Yun (云 (雲, Yún)) is a Chinese surname, listed 41st in the Song dynasty classic text Hundred Family Surnames.

The Chinese surname Yun (雲) may be confused with the common Korean surname Yun (윤) which instead derives from the Chinese character 尹 (yǐn), meaning "governor".

== Origin ==
Very few outside cognates of Old Chinese *[ɢ]ʷən (Baxter-Sagart) exist. Starostin compares it with Mizo vân ('sky, the skies, heaven') and Karbi inghun ('cloud'). It could possibly derive from a root meaning 'to revolve'. Compare 運 (OC *[ɢ]ʷər-s, 'to move'), 回 (OC *[ɢ]ʷˤəj, 'to whirl, to circle') (Schuessler, 2007). OC *[ɢ]ʷˤəj bears striking similarities to Ket -ga (Proto-Yenisseian *gaj).

== Distribution ==
Yun is a rare surname, being the 323rd most common surname in China and shared among 156,000 people as of 2013.

=== Tumeds ===
Yun is the surname of many Tümeds, a Chinese-speaking Mongol ethnic group. Some Tumeds had the surname "Yun" during China's Qing Dynasty (1644–1912), and claim even more ancient origins.

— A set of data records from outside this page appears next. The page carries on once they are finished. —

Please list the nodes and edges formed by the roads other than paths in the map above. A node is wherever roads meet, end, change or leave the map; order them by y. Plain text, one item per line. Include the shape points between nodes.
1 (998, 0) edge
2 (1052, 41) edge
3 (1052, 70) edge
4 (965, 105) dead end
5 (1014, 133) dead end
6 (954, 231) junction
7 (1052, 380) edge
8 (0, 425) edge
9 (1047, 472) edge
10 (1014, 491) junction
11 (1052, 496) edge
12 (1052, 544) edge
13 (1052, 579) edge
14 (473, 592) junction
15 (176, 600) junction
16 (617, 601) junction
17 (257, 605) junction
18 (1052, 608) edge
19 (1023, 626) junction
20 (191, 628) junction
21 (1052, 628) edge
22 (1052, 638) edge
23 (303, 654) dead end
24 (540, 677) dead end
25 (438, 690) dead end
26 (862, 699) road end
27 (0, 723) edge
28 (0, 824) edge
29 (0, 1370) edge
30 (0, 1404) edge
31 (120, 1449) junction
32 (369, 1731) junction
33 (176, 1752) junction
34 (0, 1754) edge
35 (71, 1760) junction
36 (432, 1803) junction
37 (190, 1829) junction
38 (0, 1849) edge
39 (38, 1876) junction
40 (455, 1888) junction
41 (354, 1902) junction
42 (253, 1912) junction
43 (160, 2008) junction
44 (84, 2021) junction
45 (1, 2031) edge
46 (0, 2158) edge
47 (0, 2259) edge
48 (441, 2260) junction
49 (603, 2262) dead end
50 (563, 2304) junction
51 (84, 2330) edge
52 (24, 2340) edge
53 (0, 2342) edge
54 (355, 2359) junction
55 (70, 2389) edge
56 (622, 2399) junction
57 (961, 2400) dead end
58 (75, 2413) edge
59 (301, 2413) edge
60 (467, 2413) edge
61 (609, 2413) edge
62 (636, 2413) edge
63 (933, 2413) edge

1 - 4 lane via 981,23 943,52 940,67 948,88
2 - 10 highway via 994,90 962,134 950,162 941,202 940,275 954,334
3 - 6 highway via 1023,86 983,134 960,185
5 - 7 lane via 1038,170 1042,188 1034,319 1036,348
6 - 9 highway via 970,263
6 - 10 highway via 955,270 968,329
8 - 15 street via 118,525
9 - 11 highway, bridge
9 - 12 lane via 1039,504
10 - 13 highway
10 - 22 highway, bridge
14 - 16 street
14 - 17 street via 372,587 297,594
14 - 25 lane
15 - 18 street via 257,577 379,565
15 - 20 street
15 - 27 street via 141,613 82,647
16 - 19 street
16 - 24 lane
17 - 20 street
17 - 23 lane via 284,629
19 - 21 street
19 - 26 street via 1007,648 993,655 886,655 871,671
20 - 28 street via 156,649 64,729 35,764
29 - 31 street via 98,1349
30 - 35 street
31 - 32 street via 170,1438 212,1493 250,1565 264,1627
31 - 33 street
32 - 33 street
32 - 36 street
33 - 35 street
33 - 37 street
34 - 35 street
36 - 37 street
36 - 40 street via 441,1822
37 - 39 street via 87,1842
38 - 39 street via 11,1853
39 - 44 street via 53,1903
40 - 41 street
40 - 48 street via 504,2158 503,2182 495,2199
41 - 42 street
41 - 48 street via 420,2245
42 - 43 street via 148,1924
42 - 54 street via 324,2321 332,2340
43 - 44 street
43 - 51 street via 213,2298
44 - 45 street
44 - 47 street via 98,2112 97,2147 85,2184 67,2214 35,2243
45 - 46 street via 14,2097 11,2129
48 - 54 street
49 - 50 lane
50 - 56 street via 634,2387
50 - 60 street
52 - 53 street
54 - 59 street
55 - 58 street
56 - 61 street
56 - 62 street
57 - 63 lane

However, adoption of the surname greatly increased during the 1920s, and especially after the 1949 revolution, which increased Mongols' access to education. Mongolian names in the Mongolian language generally do not contain surnames, so Mongols chose surnames when registering for Chinese elementary school. In those schools, adoption of the Yun surname became a social norm for Tumeds, who are largely endogamous. The most famous Tumed with the surname "Yun" was Ulanhu (雲澤 (Yúnzé)), chairman of Inner Mongolia (1947–1966) and Vice President of China (1983–1988). During the 1980s and 1990s, the "Yun family" was identified with the dominant "West Mongol" (Tumed) faction in the Inner Mongolian government. The other two factions were that of the "East Mongols" (Khorchin tribe) and the Inner Mongolian Han. The perceived nepotism among the Yun family in Ulanhu's government was a frequent object of satire by government critics. According to anthropologist Uradyn Bulag,

One story tells that when someone went to the Inner Mongolian government building and shouted, "Lao [senior] Yun!" almost half of the office windows were opened. Realizing his mistake, the person shouted, "Xiao [junior] Yun!"; the other half of the windows then opened.... A similar story is that there were so many Yuns seeking to attend Ulahu's funeral in Beijing that it became difficult to buy train tickets.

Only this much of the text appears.